They don’t know exactly how, yet, but it is clear that the county leadership believes it must find a way to pay for a road improvement plan.
Last month, at the June Highway Commission Meeting, engineers from RPM Traffic Consultants presented their findings from a traffic study.
The study looked at four major corridors- Sneed Road, Clovercroft Road, Lynnwood Way/South Berrys Chapel Road, Arno Road and Henpeck Lane- with projected growth through 2030. It estimated the total cost at about $150 million.
It concluded that certain- listed- improvements needed to happen shorterm (by 2020) and longterm (by 2030) for traffic to remain at a servicably acceptable, and safe, level as the county’s population and traffic grows.
The commissioners took no action on the plan last month, and likewise took none on Wednesday. However, they plan to start getting to work on the advisements at their August meeting.
Wednesday’s meeting dealt, in general terms, with funding the projects in the draft report. It functioned, de facto, as a brainstorming session wherein the commissioners asked how the projects might be funded and County Mayor Rogers Anderson answered. The August meeting, the commission concurred, would take some steps toward specific action.

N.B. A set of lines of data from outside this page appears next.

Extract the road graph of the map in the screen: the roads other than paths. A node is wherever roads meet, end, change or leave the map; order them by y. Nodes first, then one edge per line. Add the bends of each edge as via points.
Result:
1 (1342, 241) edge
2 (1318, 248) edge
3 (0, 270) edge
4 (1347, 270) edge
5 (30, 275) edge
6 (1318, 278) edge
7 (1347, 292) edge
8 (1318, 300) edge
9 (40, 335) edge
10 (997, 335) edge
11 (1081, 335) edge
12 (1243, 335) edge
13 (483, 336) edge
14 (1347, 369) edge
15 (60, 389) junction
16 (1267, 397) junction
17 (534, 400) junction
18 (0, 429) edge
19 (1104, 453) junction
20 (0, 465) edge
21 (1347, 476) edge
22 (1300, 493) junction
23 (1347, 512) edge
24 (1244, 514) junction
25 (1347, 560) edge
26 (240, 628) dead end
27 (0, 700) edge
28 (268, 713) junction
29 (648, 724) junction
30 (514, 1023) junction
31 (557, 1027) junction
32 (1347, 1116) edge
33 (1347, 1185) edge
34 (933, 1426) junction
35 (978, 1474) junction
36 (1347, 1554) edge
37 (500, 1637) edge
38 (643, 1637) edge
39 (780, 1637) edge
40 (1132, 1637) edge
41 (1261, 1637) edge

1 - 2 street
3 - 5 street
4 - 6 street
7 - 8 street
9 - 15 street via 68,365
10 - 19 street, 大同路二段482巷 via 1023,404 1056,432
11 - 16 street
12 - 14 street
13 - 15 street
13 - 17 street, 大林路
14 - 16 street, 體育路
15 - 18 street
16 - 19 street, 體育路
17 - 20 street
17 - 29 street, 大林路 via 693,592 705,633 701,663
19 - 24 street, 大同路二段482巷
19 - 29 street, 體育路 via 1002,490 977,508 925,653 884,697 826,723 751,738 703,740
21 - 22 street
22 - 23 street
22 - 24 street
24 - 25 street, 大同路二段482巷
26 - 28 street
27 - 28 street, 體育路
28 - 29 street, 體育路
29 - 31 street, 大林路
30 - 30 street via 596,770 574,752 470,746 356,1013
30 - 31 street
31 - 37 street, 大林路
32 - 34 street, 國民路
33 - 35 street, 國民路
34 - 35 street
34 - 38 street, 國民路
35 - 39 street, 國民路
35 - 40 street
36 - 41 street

“This is a very aggressive plan, and we would like to not have to borrow any money if we can,” Anderson said. “We are sure on the first five or six years of this- we need to figure out a way to pay for it out of our taxes, fees and fund balances. We have been building up our fund balance to tackle some of these problems, to fund them without borrowing money.”
At the end of the fiscal year 2016, which ended on July 1, the Highway/Public Works Department had an estimated fund balance of about $13.5 million. The proposed 2016-17 budget adds another $11.5 million to the Highway/Public Works Department, with about $5.7 million of that allocated for highway and bridge work.
The draft plan estimates that the 19 projects recommended for the 2020 plan will cost about $23.7 million. The 2030 plan, of course, contains a much larger number of projects, 84, with an estimated cost of an additional $128.7 million.
“Longterm, with the growth that we have, with the projected doubling of our population by 2040, I do not know that we have any other choice,” Anderson told the commission. “It is very ambitious, very noteworthy, but we just have to know how we are going to pay for it.”
He said that because the study assumed all of the work would be outsourced to subcontractors, that will help some in the cost analysis.
The Highway Department, said highway superintendent Eddie Hood, has 75 employees and equipment to help with the work, but at the same time they have other, regular work that this would potentially take them away from.
“To me, this is a wish list,” Stan Tyson, commissioner for the Northwest District, said to the mayor. “And, you said, if we do not have the funding and do not now where it is going to come from then we are dead in the water. What about, with any developer who is going to come into the county, if they are going to add cars, they ought to pay for it. Say, start with two cars per added household.”
The mayor responded by saying the county is currently undertaking a study to, among other things, look into just that.
“There are roadway improvements that are necessary to our longterm transportation plan, but there is not a lot of funding set up to help with that,” said Mike Matteson, planning director. “Over the next nine months we will be working with a consultant to identify some funding sources for these roadway improvements, that likely will include some sort of extraction from these developers.”
He said the plan/study will be completed most likely by March of 2017.
“Be prepared next month to really pull up our sleeves and get into the weeds on this on financial modeling that we can do,” said Anderson. “It is going to take some time for us to put priorities together and get to this work- it will probably be spring of 2017 before we can start to get any of this done. But the longer we delay the worse it is going to get. I do want to emphasize that we have got to be able to pay for this. I would like to think that-and I hear you, Stan, it is a wishlist- but this is a roadmap to get some of these problems solved that we have got in our unincorporated areas. And I think the cities and the state will work with us, because it helps them just like it helps us. But most of all we owe it to the citizens to be able to get back and do it in a safe manner.”
“I would be totally surprised, and I am not ever surprised anymore in politics, if the public said they did not want us to do this. At the end of the day you have to have safe roads.”